__Exercise objective__. How many lines of the data include the string "Somerville"? State the number and nothing else.

START Data for the task

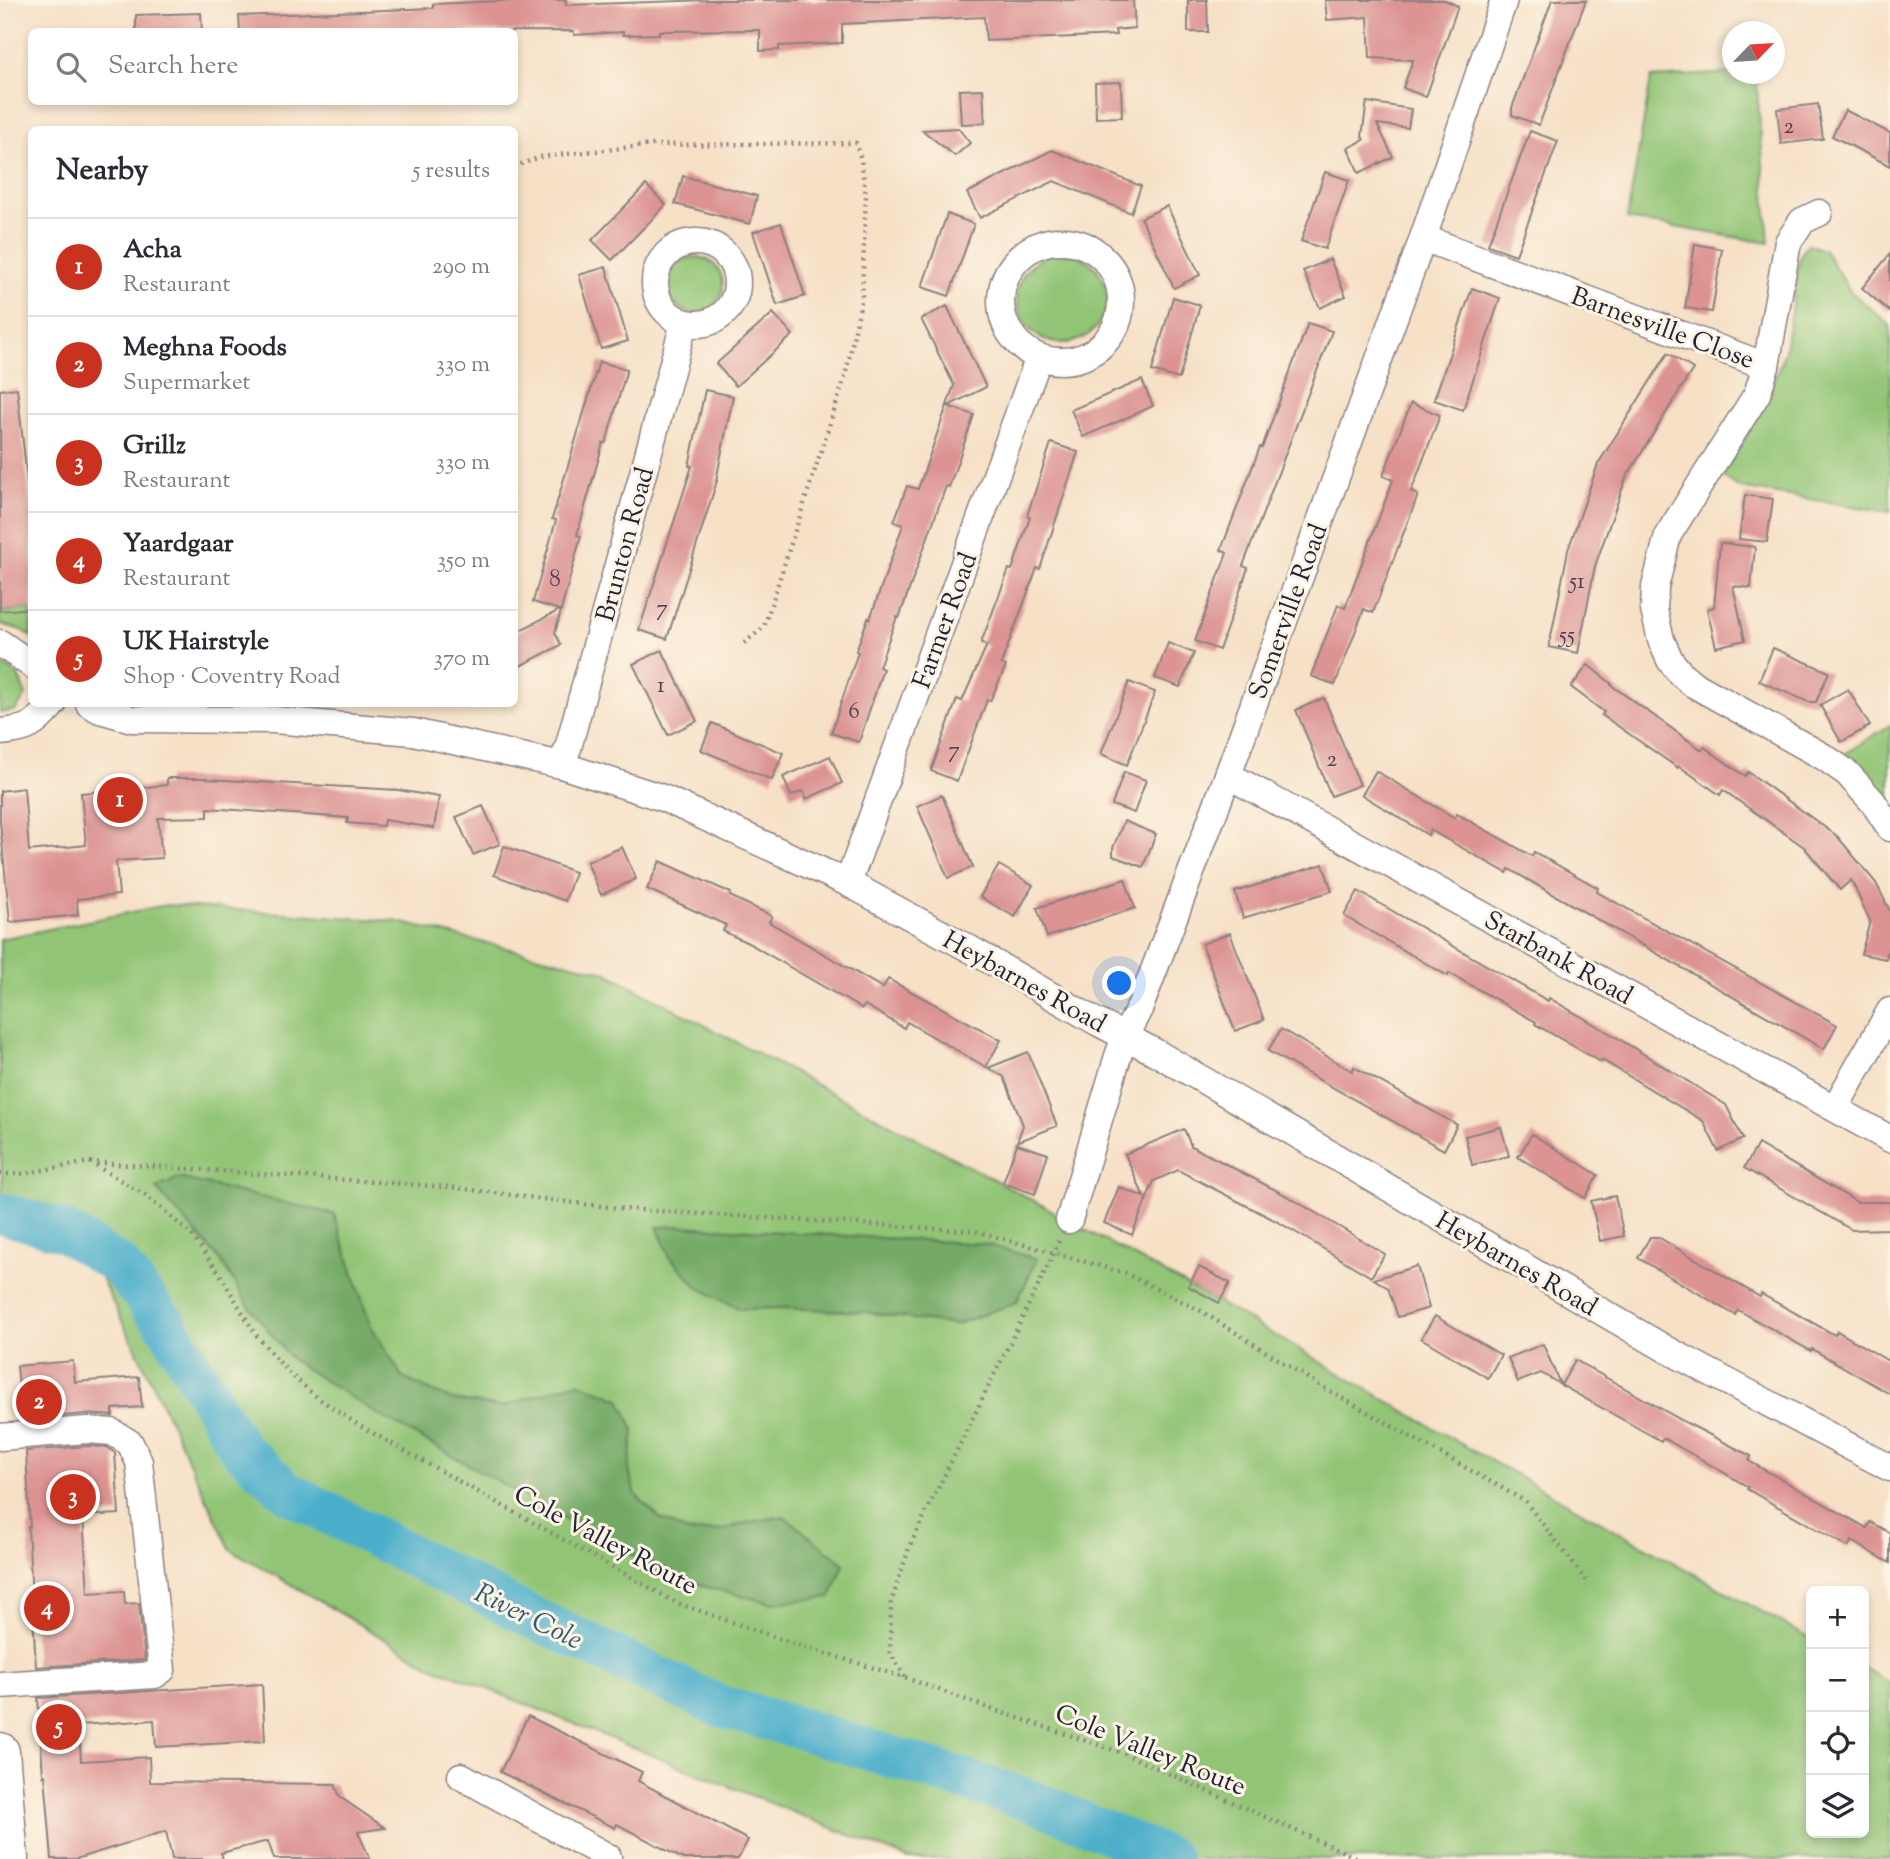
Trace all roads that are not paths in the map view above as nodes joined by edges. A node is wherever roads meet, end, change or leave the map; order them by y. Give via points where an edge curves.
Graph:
1 (1504, 0) edge
2 (1819, 214) dead end
3 (1423, 238) junction
4 (684, 323) dead end
5 (1039, 357) junction
6 (1766, 366) junction
7 (0, 643) edge
8 (28, 662) edge
9 (50, 707) edge
10 (94, 707) edge
11 (275, 712) edge
12 (0, 732) edge
13 (561, 765) junction
14 (1228, 775) junction
15 (1890, 828) edge
16 (848, 883) junction
17 (1890, 1011) edge
18 (1125, 1036) junction
19 (1835, 1108) junction
20 (1890, 1139) edge
21 (1069, 1220) road end
22 (0, 1437) edge
23 (1890, 1468) edge
24 (0, 1685) edge
25 (0, 1752) edge
26 (461, 1776) dead end
27 (609, 1858) edge
28 (9, 1859) edge

1 - 3 street, Somerville Road
2 - 6 street via 1802,221 1788,242
3 - 6 street, Barnesville Close
3 - 14 street, Somerville Road
4 - 13 street, Brunton Road
5 - 5 street via 1018,344 1004,323 1000,298 1007,273 1023,254 1045,242 1070,241 1094,250 1112,268 1120,291 1119,317 1108,339 1088,355 1064,361
5 - 16 street, Farmer Road
6 - 15 street, Barnesville Close via 1757,394 1668,535 1655,587 1656,623 1670,660 1681,674 1847,773
7 - 8 street
9 - 12 street via 38,722
10 - 11 street, Heybarnes Road via 132,719
11 - 13 street, Heybarnes Road via 413,732
13 - 16 street, Heybarnes Road via 663,798
14 - 18 street, Somerville Road
14 - 19 street, Starbank Road
16 - 18 street, Heybarnes Road
17 - 19 street
18 - 21 street, Somerville Road
18 - 23 street, Heybarnes Road via 1666,1349
19 - 20 street, Starbank Road
22 - 24 street via 87,1430 112,1432 130,1443 139,1462 162,1670 155,1675
25 - 28 highway
26 - 27 street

END Data for the task

__Task output__. 4